Strauss piensa que un orden político sólo puede ser estable si está unido por una amenaza externa. Sostiene que si no existe una amenaza externa, hay que crearla. Por ello, el “eje del mal' es el resultado de la desaparición del “peligro comunista”, y la psicótica propaganda del atentado indiscrimado en cualquier lugar es el elemento que mantiene movilizada a la población en torno a sus “líderes naturales”. Es el uso del miedo llevado a sus últimas consecuencias, y con buenos resultados.

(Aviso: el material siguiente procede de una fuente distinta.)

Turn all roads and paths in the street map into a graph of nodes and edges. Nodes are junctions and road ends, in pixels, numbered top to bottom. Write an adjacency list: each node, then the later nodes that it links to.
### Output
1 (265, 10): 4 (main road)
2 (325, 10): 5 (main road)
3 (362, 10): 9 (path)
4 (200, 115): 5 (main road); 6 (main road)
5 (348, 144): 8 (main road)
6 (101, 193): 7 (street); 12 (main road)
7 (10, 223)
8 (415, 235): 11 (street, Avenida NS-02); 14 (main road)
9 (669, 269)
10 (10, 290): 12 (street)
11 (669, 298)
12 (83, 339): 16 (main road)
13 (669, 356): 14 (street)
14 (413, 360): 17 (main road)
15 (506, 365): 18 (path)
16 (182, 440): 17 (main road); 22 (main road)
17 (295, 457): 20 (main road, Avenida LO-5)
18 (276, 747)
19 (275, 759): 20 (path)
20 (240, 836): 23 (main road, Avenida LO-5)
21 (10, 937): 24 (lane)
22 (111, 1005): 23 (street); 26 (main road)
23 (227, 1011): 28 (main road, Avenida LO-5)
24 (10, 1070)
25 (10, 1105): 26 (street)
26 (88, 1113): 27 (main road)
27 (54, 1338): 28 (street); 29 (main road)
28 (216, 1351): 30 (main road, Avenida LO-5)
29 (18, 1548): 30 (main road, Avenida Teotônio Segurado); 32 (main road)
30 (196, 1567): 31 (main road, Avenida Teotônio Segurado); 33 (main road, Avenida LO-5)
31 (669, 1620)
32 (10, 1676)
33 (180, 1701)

La población se amedranta y acepta cualquier imposición; la oposición se calla o pierde audiencia; los movimientos de derechos civiles son mirados como sospechosos y la impunidad del Poder es absoluta. La tiranía está asegurada. Hitler gana sesenta años después.
Entre los más conocidos straussianos tenemos a el Secretario Adjunto de Defensa Wolfowitz, alumno de Allan Bloom en Harvard que fue a su vez díscipulo directo de Strauss. Otros straussianos con acceso directo a Bush son el vicepresidente Richard Cheney, Donald Rumsfeld, Richard Perle -muy cercano a Rumsfeld-, y antiguo subsecretario de Defensa en el equipo Reagan, -hoy directivo de la Rand Corporation- creador de la teoría de que Saddam Hussein tenía vínculos con Al Qaeda y que Irak poseía un arsenal de armas químicas y biológicas, y posiblemente nucleares; teoría que, como director del Consejo Consultivo del Pentágono, expuso antes del 11-S ante el Subcomité de Relaciones Exteriores del Senado.

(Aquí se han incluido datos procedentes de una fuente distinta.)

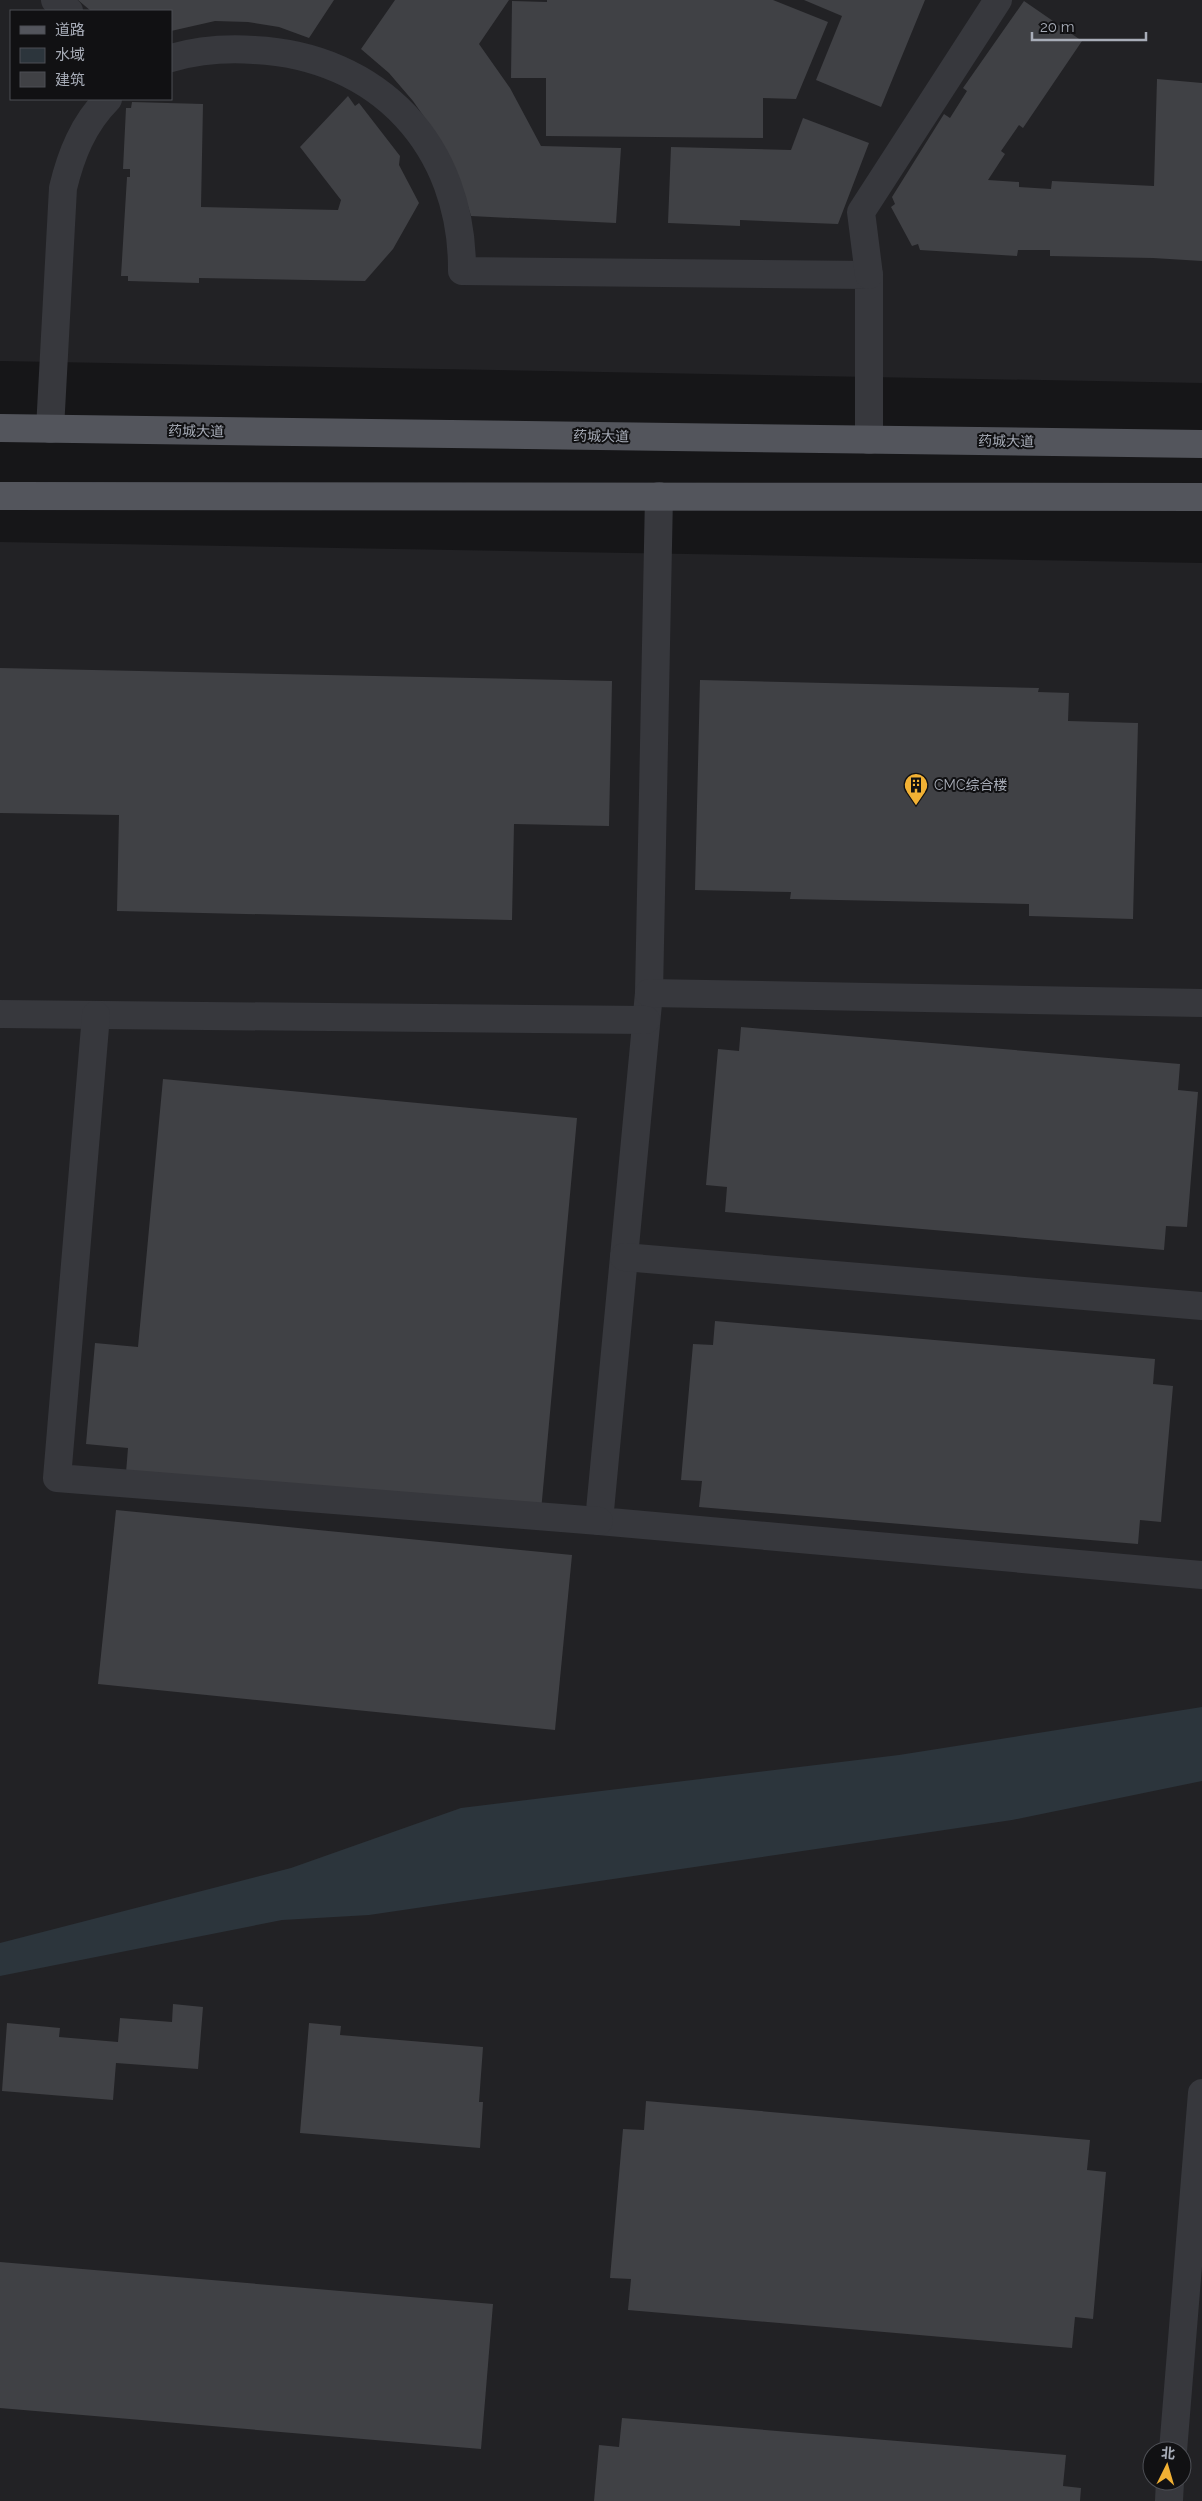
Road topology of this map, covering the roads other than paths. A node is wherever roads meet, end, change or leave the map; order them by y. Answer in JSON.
{"nodes":[{"id":1,"x":55,"y":0,"type":"edge"},
{"id":2,"x":998,"y":0,"type":"edge"},
{"id":3,"x":67,"y":10,"type":"edge"},
{"id":4,"x":172,"y":58,"type":"edge"},
{"id":5,"x":107,"y":100,"type":"edge"},
{"id":6,"x":869,"y":275,"type":"junction"},
{"id":7,"x":0,"y":428,"type":"edge"},
{"id":8,"x":50,"y":429,"type":"junction"},
{"id":9,"x":869,"y":440,"type":"junction"},
{"id":10,"x":1202,"y":444,"type":"edge"},
{"id":11,"x":0,"y":496,"type":"edge"},
{"id":12,"x":659,"y":496,"type":"junction"},
{"id":13,"x":1202,"y":497,"type":"edge"},
{"id":14,"x":648,"y":993,"type":"junction"},
{"id":15,"x":1202,"y":1003,"type":"edge"},
{"id":16,"x":0,"y":1014,"type":"edge"},
{"id":17,"x":96,"y":1015,"type":"junction"},
{"id":18,"x":646,"y":1020,"type":"junction"},
{"id":19,"x":624,"y":1257,"type":"junction"},
{"id":20,"x":1202,"y":1306,"type":"edge"},
{"id":21,"x":599,"y":1521,"type":"junction"},
{"id":22,"x":1202,"y":1575,"type":"edge"},
{"id":23,"x":1202,"y":2093,"type":"edge"},
{"id":24,"x":1174,"y":2441,"type":"edge"}],
"edges":[{"from":1,"to":3,"type":"lane"},
{"from":2,"to":6,"type":"lane"},
{"from":4,"to":6,"type":"lane"},
{"from":5,"to":8,"type":"lane"},
{"from":6,"to":9,"type":"lane"},
{"from":7,"to":8,"type":"main road","name":"药城大道"},
{"from":8,"to":9,"type":"main road","name":"药城大道"},
{"from":9,"to":10,"type":"main road","name":"药城大道"},
{"from":11,"to":12,"type":"main road"},
{"from":12,"to":13,"type":"main road"},
{"from":12,"to":14,"type":"lane"},
{"from":14,"to":15,"type":"lane"},
{"from":14,"to":18,"type":"lane"},
{"from":16,"to":17,"type":"lane"},
{"from":17,"to":18,"type":"lane"},
{"from":17,"to":21,"type":"lane"},
{"from":18,"to":19,"type":"lane"},
{"from":19,"to":20,"type":"lane"},
{"from":19,"to":21,"type":"lane"},
{"from":21,"to":22,"type":"lane"},
{"from":23,"to":24,"type":"lane"}]}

Todos ellos y una larga serie de destacados e influyentes cargos en la administración Bush comparten las ideas que Allan Bloom difundió en su libro The Closing of the American Mind -hay edición en español-. Resume el ideario de Leo Strauss a través de un análisis de la cultura universitaria norteamericana, un diagnóstico de los USA y una propuesta de cambio. El diagnóstico es pesimista: el régimen estadounidense estaba, desde los años sesenta, en una crisis cultural y moral profunda como consecuencia de los movimientos pacifistas y de derechos civiles, y que la filosofía de los liberales y su actitud ante el Estado habían llevado a USA al borde del abismo.
Propone la eliminación de las políticas de “discriminación positiva” de las minorías, de las subvenciones a la cultura que corrompe a los jóvenes, la defensa institucional de los valores religiosos, la implantación de una interpretación restrictiva de la libertad de expresión reconocida por la Primera Enmienda y el recorte del Estado de bienestar y de los derechos de la mujer. (Ahora hay un movimiento en los USA conocido como “Mother at home” que aboga por la vuelta de las mujeres a su casa a cuidar a sus hijos, dejando su carrera profesional al margen).
Gracias a estos planteamientos el conservadurismo ha iniciado su ofensiva, modernizando su discurso. Los estudios sobre los perversos efectos del “abandono” de los hijos en las guarderias o ante el televisor forman parte de esa concepción tradicional de la familia y su rígido reparto de papeles. Los ataques al Estado de bienestar y su insostenibilidad son otras de las estrategias de los “neocons”.
Fukuyama, discípulo de Bloom, tildado de “gurú del pensamiento estratégico empresarial”, Samuel Huntington, y su “choque de civilizaciones”, entre otros son algunas de las “mentes straussianas” que hoy elaboran doctrina y explican la “verdad” de nuestro mundo y proponen sus recetas.
Estos son los mimbres intelectuales, de forma muy resumida, que hoy dirigen la elaboración de la administración Bush e impregnan la que Aznar dirigió en España y mantiene el PP en la oposición. Si bien, aquí tenemos una rancia tradición nacionalcatolicista que sirve de sólida base a la ofensiva conservadora. Por ello la consideración de la religión como asignatura evaluable, las amonestaciones de la Conferencia Episcopal sobre le “amor libre” y la violencia doméstica no nos pillan de sorpresa a muchos; es lo de siempre adornado de “neo”. Algún día hablaremos de “Matrix”, Neo, Morfeo, y Sión.